Reply to infinitycastle52777
Hello infiinitycastle52777.
Thank you so much for your confidence in my ability to write rhyme on anything. I only wish that I had a matching level of your confidence!
However, I am always on the lookout for something new to write about (especially when it concerns stomas).
I have never had the problem you describe so, thus far, the concept had not crossed my mind.

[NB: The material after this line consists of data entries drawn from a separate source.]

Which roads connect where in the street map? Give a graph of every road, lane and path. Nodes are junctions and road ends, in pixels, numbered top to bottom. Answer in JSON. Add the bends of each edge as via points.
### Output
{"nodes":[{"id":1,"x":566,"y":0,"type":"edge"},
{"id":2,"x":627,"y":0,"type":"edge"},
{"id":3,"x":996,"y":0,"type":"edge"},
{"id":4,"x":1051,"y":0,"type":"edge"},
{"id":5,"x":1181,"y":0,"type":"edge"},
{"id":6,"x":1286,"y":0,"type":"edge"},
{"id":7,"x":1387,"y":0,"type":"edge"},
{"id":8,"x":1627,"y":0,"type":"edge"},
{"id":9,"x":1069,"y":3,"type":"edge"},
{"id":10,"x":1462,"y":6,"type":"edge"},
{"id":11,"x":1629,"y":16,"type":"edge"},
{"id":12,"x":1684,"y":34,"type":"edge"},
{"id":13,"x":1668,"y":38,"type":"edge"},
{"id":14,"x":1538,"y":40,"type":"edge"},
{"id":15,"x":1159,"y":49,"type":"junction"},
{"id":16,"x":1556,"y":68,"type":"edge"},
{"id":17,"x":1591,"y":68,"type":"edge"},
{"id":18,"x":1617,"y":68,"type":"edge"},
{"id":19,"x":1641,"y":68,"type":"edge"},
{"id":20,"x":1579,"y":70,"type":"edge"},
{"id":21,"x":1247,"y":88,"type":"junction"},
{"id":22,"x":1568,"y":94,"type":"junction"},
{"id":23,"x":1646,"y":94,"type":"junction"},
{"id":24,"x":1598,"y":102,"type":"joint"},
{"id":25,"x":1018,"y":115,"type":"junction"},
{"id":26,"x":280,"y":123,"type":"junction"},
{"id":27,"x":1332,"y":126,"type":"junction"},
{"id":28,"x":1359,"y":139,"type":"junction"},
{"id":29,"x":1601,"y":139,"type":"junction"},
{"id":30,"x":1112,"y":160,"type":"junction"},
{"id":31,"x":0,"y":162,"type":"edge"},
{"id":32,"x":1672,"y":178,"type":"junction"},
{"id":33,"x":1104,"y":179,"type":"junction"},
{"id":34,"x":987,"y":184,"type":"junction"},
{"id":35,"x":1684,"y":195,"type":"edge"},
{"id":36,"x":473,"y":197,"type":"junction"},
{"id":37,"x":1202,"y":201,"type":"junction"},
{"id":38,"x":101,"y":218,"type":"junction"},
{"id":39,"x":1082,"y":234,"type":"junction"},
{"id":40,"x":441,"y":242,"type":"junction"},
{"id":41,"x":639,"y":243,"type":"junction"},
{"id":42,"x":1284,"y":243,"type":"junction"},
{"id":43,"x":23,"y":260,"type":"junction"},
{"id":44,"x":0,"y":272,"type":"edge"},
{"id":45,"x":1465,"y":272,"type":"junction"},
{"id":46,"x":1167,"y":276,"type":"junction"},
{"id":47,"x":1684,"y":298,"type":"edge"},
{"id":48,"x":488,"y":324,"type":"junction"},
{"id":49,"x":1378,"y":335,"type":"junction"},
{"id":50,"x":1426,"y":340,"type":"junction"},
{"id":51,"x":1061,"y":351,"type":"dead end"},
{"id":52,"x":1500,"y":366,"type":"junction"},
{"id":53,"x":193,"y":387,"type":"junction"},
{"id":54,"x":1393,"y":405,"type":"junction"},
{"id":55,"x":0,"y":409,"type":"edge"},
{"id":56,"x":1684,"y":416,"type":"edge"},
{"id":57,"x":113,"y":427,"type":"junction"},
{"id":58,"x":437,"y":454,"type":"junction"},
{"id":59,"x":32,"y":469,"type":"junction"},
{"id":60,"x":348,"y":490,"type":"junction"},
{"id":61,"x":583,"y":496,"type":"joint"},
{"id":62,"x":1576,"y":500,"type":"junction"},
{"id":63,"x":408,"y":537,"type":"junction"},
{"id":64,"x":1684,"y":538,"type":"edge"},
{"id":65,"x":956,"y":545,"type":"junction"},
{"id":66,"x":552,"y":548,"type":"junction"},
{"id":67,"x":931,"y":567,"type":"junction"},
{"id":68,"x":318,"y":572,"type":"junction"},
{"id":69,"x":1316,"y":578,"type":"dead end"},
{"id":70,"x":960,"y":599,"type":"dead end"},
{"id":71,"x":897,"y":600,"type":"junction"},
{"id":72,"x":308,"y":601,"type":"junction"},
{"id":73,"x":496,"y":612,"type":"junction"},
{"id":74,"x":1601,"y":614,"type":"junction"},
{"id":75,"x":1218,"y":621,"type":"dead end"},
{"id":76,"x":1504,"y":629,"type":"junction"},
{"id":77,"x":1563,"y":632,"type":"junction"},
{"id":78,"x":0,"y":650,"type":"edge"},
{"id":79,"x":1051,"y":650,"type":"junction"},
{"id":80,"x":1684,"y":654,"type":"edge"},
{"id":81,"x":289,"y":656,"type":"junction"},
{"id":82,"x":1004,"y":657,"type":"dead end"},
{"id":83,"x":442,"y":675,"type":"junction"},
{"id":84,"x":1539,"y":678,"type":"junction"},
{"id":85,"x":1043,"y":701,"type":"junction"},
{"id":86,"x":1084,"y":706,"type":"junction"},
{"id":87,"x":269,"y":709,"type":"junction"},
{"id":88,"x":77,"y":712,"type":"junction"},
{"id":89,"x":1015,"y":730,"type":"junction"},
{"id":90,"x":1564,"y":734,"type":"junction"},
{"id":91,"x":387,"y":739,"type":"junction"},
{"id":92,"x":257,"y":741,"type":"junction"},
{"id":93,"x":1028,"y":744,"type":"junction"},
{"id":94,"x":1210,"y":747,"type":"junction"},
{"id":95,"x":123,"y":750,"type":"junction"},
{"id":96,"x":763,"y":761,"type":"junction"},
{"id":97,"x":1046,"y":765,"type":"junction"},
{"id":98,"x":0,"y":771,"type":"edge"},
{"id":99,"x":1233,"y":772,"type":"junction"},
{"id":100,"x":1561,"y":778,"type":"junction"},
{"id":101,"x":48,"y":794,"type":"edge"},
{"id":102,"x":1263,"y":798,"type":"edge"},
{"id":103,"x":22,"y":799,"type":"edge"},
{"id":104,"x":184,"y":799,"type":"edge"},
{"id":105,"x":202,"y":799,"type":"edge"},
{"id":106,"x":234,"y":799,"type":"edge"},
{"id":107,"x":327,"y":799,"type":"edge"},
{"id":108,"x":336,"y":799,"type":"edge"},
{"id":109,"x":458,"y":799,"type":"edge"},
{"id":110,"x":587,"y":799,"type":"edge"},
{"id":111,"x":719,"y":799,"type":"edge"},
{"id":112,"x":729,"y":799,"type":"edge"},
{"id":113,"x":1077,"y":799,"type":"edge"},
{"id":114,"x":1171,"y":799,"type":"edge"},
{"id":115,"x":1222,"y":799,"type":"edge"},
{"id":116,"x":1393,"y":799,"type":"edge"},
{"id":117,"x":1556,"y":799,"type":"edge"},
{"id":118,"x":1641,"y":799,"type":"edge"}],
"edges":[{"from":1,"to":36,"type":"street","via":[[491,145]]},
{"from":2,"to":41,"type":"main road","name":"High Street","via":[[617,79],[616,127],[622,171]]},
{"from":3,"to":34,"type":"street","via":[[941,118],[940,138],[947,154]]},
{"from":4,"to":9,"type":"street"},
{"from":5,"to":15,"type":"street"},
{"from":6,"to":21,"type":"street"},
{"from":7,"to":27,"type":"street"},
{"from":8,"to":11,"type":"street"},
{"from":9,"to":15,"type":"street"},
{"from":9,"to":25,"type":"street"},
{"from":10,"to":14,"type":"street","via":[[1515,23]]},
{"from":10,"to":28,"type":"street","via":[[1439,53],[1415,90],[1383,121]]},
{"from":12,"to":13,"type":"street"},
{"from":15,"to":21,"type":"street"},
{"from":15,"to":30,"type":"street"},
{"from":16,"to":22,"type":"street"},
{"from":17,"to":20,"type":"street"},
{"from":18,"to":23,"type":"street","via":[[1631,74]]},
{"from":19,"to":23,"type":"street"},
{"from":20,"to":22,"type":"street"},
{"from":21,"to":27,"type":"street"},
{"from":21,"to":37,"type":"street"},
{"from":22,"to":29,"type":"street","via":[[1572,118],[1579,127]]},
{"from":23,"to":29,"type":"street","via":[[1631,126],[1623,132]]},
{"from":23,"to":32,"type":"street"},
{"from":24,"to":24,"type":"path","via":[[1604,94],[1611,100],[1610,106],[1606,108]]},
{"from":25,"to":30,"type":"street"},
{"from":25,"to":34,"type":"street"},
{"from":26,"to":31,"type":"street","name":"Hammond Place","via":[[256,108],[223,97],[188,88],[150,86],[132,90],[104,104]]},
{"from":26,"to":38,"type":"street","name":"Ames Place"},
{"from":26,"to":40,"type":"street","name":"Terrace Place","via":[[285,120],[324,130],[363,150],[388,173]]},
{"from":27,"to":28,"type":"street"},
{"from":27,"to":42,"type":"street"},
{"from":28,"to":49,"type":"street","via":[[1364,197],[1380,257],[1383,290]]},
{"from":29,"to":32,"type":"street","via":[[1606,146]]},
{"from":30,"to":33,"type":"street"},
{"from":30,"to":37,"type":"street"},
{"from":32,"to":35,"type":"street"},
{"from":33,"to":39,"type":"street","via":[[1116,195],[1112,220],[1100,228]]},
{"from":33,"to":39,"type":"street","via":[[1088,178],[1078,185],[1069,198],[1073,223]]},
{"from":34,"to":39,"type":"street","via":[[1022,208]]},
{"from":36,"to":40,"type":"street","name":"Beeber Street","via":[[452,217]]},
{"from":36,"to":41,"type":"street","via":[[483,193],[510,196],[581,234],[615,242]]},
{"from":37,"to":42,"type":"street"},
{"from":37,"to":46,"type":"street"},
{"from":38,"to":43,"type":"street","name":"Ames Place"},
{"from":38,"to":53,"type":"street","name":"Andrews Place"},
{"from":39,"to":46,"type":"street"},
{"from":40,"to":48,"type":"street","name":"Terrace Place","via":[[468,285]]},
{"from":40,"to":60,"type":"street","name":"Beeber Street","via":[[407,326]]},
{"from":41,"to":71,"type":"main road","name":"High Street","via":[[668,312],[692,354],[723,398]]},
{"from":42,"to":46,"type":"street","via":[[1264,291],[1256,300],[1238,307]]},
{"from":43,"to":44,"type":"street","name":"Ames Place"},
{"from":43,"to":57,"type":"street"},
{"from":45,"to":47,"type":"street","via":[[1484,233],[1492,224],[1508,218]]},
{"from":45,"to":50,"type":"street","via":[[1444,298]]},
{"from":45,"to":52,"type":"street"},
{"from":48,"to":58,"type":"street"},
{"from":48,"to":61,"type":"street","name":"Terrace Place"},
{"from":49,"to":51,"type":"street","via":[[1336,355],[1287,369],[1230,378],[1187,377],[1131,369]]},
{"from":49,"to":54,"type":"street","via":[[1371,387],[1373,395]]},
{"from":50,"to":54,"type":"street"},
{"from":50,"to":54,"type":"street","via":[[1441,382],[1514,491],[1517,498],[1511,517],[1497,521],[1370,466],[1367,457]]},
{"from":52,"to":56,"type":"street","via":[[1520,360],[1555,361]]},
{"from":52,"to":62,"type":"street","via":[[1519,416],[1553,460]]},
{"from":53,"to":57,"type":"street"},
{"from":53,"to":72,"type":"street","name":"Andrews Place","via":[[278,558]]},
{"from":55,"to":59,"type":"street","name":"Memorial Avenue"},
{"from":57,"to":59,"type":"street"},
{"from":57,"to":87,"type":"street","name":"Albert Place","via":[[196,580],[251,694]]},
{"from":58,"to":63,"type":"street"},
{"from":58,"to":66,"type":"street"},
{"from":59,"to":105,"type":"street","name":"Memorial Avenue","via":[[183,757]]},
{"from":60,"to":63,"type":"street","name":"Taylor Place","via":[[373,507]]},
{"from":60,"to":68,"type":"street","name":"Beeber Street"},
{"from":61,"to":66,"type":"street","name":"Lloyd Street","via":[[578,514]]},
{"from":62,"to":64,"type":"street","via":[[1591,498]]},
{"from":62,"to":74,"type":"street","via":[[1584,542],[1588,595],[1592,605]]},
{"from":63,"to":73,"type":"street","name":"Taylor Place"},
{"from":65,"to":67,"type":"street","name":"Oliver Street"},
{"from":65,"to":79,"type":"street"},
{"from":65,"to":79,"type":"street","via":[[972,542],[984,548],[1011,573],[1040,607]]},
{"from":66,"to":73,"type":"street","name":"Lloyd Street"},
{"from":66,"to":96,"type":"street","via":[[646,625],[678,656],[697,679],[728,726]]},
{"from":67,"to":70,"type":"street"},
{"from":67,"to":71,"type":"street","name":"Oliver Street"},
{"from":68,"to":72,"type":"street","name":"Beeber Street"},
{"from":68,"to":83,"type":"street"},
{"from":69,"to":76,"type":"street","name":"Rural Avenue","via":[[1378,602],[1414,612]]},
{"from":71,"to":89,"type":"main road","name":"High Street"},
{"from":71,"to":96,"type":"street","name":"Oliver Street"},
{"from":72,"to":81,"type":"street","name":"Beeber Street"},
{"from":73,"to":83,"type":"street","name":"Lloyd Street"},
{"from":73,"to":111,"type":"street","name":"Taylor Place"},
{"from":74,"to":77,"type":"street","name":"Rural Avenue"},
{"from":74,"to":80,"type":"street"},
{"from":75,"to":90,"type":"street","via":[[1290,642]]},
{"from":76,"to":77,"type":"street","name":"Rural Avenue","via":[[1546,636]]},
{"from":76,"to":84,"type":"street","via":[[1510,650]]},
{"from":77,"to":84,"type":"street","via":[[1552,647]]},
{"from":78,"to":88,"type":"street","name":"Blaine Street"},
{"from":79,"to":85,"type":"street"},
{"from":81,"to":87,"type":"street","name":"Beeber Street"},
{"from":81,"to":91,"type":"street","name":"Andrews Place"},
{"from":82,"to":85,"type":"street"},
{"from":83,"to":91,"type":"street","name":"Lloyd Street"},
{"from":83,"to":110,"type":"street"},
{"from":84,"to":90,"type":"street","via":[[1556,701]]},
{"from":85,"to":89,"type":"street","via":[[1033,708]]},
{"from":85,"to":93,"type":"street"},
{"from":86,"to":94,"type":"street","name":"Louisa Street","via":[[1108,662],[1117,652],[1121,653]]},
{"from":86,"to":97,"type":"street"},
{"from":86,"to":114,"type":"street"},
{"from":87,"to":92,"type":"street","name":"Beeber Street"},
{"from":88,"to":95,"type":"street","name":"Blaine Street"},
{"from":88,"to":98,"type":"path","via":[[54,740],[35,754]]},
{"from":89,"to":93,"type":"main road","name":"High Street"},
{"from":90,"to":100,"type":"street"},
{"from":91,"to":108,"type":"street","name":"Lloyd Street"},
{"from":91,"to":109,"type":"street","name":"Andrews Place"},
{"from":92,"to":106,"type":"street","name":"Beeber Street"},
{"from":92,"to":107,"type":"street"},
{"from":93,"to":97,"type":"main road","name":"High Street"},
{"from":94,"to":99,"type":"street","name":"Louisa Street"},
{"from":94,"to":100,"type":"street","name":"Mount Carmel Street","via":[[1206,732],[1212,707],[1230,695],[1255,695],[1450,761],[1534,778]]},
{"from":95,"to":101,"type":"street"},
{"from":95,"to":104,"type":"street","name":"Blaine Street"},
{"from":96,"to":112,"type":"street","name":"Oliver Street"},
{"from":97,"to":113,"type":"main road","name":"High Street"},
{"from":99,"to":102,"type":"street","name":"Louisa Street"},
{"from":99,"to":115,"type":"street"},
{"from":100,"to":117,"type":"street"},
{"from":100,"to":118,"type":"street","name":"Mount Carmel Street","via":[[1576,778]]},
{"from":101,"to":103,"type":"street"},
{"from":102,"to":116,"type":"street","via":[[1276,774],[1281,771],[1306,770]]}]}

Nonetheless, the lack of personal experience has rarely held me back in my efforts to be empathetic towards the plight of others.
So, I'll give it a go.
And post it on here when it's done.
Best wishes
Bill
PS: Thanks again for the concept and here is my effort to capture some of it in rhyme:
I will also post it separately as then it will automatically go into 'collections'>
STOMA SIZE AND SHAPE.
Those with stomas know full well
that they may shrink or they may swell
and that won’t help with management,
which can lead to discouragement.
When stomas start to shrink, I think
the wafers start to leak and stink
because they do not fit so tight
until we start to put things right.
As we see our receding gut
make stomas smaller, the hole gets cut
to match the size it has become
and, to frustration some succumb.
It’s good to have stability,
for then there’s an ability
to get into a good routine
and keep our stomas pristine clean.
As many ostomates will know
it’s much the same when stomas grow
out of shape and have a kink,
which throws our routines out of sync.
Prolapsed stomas, so I’m told
probably will fit this mould,
where suddenly it can expand
and then this can get out of hand.
My solution has been to try
to fathom out the reasons why
designers of devices seem not
to have addressed this vexing spot.
Is it that they can’t profit
from the time that’s spent on it?
Or could it be that changes may
be too much from day to day?
Meanwhile, we must struggle on
and hope these problems will be gone.